27    The applicant submits that the error was material and jurisdictional. Had the Tribunal considered it was appropriate to assume in the applicant’s favour that the claimed harm would occur, it could have accorded that significant weight and determined that the considerations in favour of revocation outweighed those against.

28    The Minister submits that para 9.1(6) of Direction 90 imposed no ‘procedural’ obligation on the Tribunal to consider whether it was an appropriate case to assume in the applicant’s favour that the claimed harm will occur and make a decision on that basis. The Minister submits, to the extent the reasons in MQGT support the contrary proposition they were obiter dictum and should not be followed.

29    The Minister submits that the text of para 9.1(6) of Direction 90 is not framed as imposing an obligation on a decision-maker to make a procedural decision expressly or by necessary implication. Rather, read as a whole, para 9.1(6) is explicative of the broad decisional freedom that a decision-maker has under the Act in dealing with a non-refoulement claim in making a decision under s 501 or s 501CA. Thus, so the Minister submits, para 9.1(6) recognises that, depending on circumstances, it may be open to a decision-maker in accordance with the framework of the Act to assume that certain harm will occur in the event that the non-citizen is returned to their country of origin without making a positive finding to that effect. That does not mean Direction 90 imposes an obligation to make an anterior procedural decision about whether or not to make that assumption. The Minister also submits that construing para 9.1(6) in the manner the applicant suggests would also impose rigidity on decision-making that promotes no discernible purpose and, therefore, such a construction should not be preferred.

30    Further, the Minister submits that the applicant has failed to demonstrate that the Tribunal did not, as a matter of fact, make a procedural decision and decide that it was not appropriate to make the relevant assumption about the claimed harm. The Minister submits that while the Tribunal was obliged to give reasons, by reference to Minister for Immigration and Citizenship v SZGUR [2011] HCA 1; (2011) 241 CLR 594 at [60] and BVD17 v Minister for Immigration and Border Protection [2019] HCA 34; (2019) 268 CLR 29 at [16], provisions such as s 43 of the Administrative Appeals Tribunal Act 1975 (Cth) do ‘not create any requirement that the Tribunal record generally “what it did” in conducting its review, and does not require the Tribunal, in every case, to describe or state the procedural steps taken by it in reviewing the relevant decision’. The Minister submits that, by reference to [155], [162]-[163], [165], [166], [167], [171] and [180]-[187] of the Tribunal’s reasons, the Tribunal considered the applicant’s claim to a well-founded fear of harm and made findings about those claims for the purposes of determining if there was 'another reason' to revoke the cancellation decision. It is evident from those reasons that the Tribunal did not make an assumption in the applicant’s favour about his claimed harm. Therefore, so the Minister submits, it should not be inferred that the Tribunal failed to consider it would be appropriate to make such an assumption in his favour. It is equally possible (if not more probable) that the Tribunal considered if the assumption should be made and decided not to make that assumption.

Consideration

31    Direction 90 was given by the Minister pursuant to s 499 of the Act. A failure to comply with such a direction may result in jurisdictional error: FHHM v Minister for Immigration, Citizenship, Migrant Services and Multicultural Affairs [2022] FCAFC 19 at [6] (and the authorities there cited); Uelese v Minister for Immigration and Border Protection [2015] HCA 15; (2015) 256 CLR 203 at [64]-[68]. That may include a failure to comply with a direction based on a misconstruction of its terms.

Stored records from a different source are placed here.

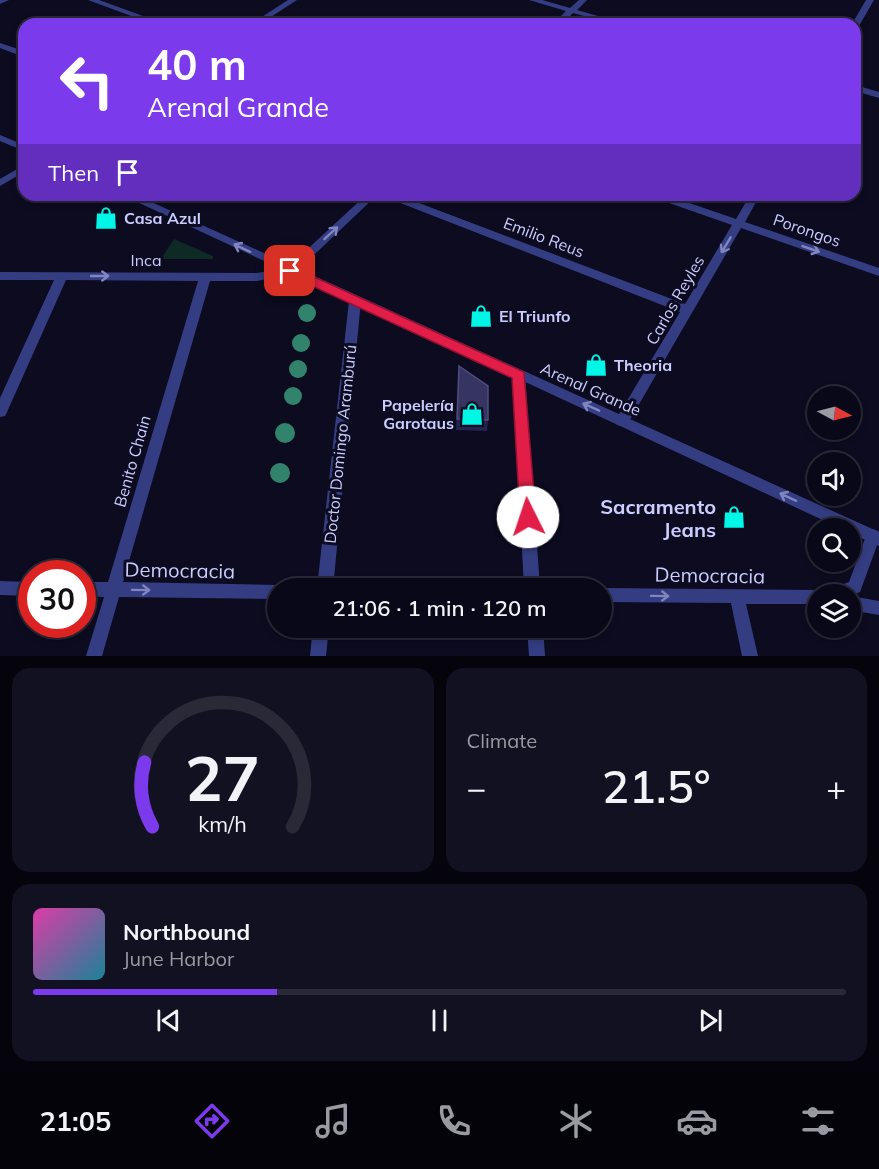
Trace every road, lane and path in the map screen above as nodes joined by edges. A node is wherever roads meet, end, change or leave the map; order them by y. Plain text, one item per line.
1 (5, 0) edge
2 (92, 0) edge
3 (293, 0) edge
4 (533, 0) edge
5 (583, 0) edge
6 (870, 0) edge
7 (0, 2) edge
8 (572, 10) junction
9 (144, 18) edge
10 (264, 18) edge
11 (563, 18) edge
12 (601, 18) edge
13 (860, 18) edge
14 (0, 45) edge
15 (18, 52) edge
16 (861, 90) edge
17 (879, 94) edge
18 (0, 138) edge
19 (18, 146) edge
20 (18, 172) edge
21 (0, 183) edge
22 (140, 201) edge
23 (366, 201) edge
24 (405, 201) edge
25 (673, 201) edge
26 (751, 201) edge
27 (738, 224) junction
28 (290, 271) junction
29 (879, 272) edge
30 (0, 276) edge
31 (62, 276) junction
32 (205, 277) junction
33 (355, 301) junction
34 (688, 310) junction
35 (519, 375) junction
36 (0, 412) edge
37 (622, 421) junction
38 (876, 537) edge
39 (326, 578) edge
40 (531, 578) edge
41 (856, 584) edge
42 (96, 589) edge
43 (18, 590) edge
44 (114, 590) junction
45 (2, 592) edge
46 (267, 592) edge
47 (612, 595) edge
48 (737, 597) junction
49 (807, 597) edge
50 (861, 605) edge
51 (879, 608) edge
52 (320, 638) edge
53 (536, 638) edge
54 (94, 656) edge
55 (318, 656) edge
56 (537, 656) edge
57 (750, 656) edge

1 - 7 street
2 - 9 street
3 - 10 street
4 - 8 street
5 - 8 street
6 - 13 street
8 - 11 street
8 - 12 street
14 - 15 street
16 - 17 street
18 - 19 street
20 - 21 street
28 -> 22 street, Arenal Grande
28 -> 23 street
24 - 34 street, Emilio Reus
25 - 27 street, Porongos
26 - 27 street, Carlos Reyles
27 -> 29 street, Porongos
27 -> 34 street, Carlos Reyles
28 - 32 street, Inca
28 - 33 street, Arenal Grande
30 - 31 street, Inca
31 -> 32 street, Inca
31 - 36 street
32 - 44 street, Benito Chain
33 - 35 street, Arenal Grande
33 - 39 street, Doctor Domingo Aramburú
34 - 37 street, Carlos Reyles
37 -> 35 street, Arenal Grande
35 - 40 street
38 -> 37 street, Arenal Grande
38 - 41 street
42 - 44 street, Democracia
43 - 45 street
44 -> 46 street, Democracia
44 - 54 street, Benito Chain
47 -> 48 street, Democracia
48 - 49 street, Democracia
48 - 57 street
50 - 51 street
52 - 55 street
53 - 56 street

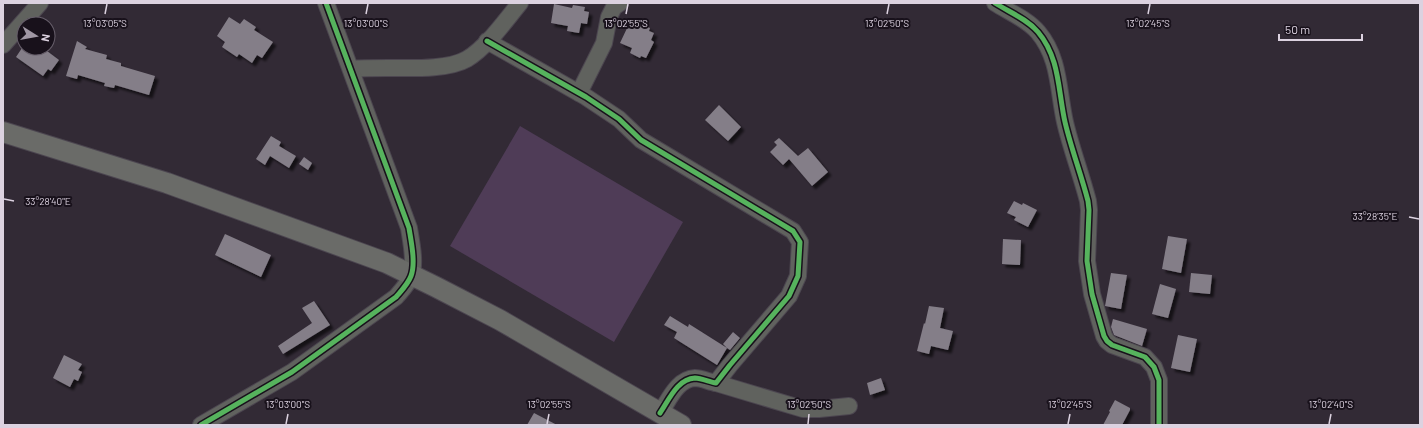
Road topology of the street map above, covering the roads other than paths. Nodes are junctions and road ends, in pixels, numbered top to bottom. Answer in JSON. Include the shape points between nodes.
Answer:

32    However, [o]rdinarily, a statute which impliedly requires a condition [of a statutory conferral of decision-making authority that a decision-maker must proceed by reference to correct legal principles, correctly applied] is not to be interpreted as denying legal force and effect to every decision that might be made in breach of the condition. The statute is ordinarily to be interpreted as incorporating a threshold of materiality in the event of non-compliance: Hossain v Minister for Immigration and Border Protection [2018] HCA 34; (2018) 264 CLR 123 at [29].

33    Materiality involves consideration of the basal factual question of how the decision that was in fact made was in fact made. That question is determined by proof of historical facts on the balance of probabilities. It is then necessary to consider whether the decision that was in fact made could have been different had the relevant condition been complied with as a matter of reasonable conjecture within the parameters set by the historical facts that have been determined: Nathanson v Minister for Home Affairs [2022] HCA 26; (2022) 403 ALR 398 at [32], citing MZAPC v Minister for Immigration and Border Protection [2021] HCA 17; (2021) 273 CLR 506 at [38].

34    Where, as in this case, representations a former visa-holder has made to the Minister (or a delegate of the Minister or Tribunal) include a claim of non-refoulement under domestic law, that claim may be considered by the decision-maker under s 501CA(4). However, the decision-maker may defer assessment of whether the former visa-holder is owed those non-refoulement obligations on the basis that it is open to the former visa-holder to apply for a protection visa: Plaintiff M1/2021 v Minister for Home Affairs [2022] HCA 17; (2022) 400 ALR 417 at [28]-[30]. Where the cancelled visa is not a protection visa, deferring assessment of non-refoulement obligations does not mean that it is not necessary for the decision-maker to consider or take into account the alleged facts underpinning the non-refoulement claim where those facts are relied upon by a former visa-holder in support of ‘another reason’ why the cancellation of the visa should be revoked: Plaintiff M1/2021 at [39].

35    There is a distinction between consideration of the claim that gives rise to an assertion that Australia owes non-refoulement obligations to the former visa-holder and an assessment of the non-refoulement claim. The claim of harm or persecution that underpins the claim of non-refoulment may need to be considered as part of another relevant ‘other consideration’ or an independent ‘unlisted consideration’ or reason why the cancellation should be revoked: MQGT at [23]-[24]. As Colvin J further observed:

25.     considered in context, para 9.1(6) makes clear that, as to claimed harm that is made in support of an allegation the international non-refoulement obligations are owed (and that those obligations should be [taken] into account as an 'other consideration'), the decision-maker (in the present case, the Tribunal) can assume that the claimed harm will occur and make the decision on that basis. This enables the whole of the question as to whether there is a non-refoulement obligation to be deferred for separate consideration - being a course that para 9.1 contemplates.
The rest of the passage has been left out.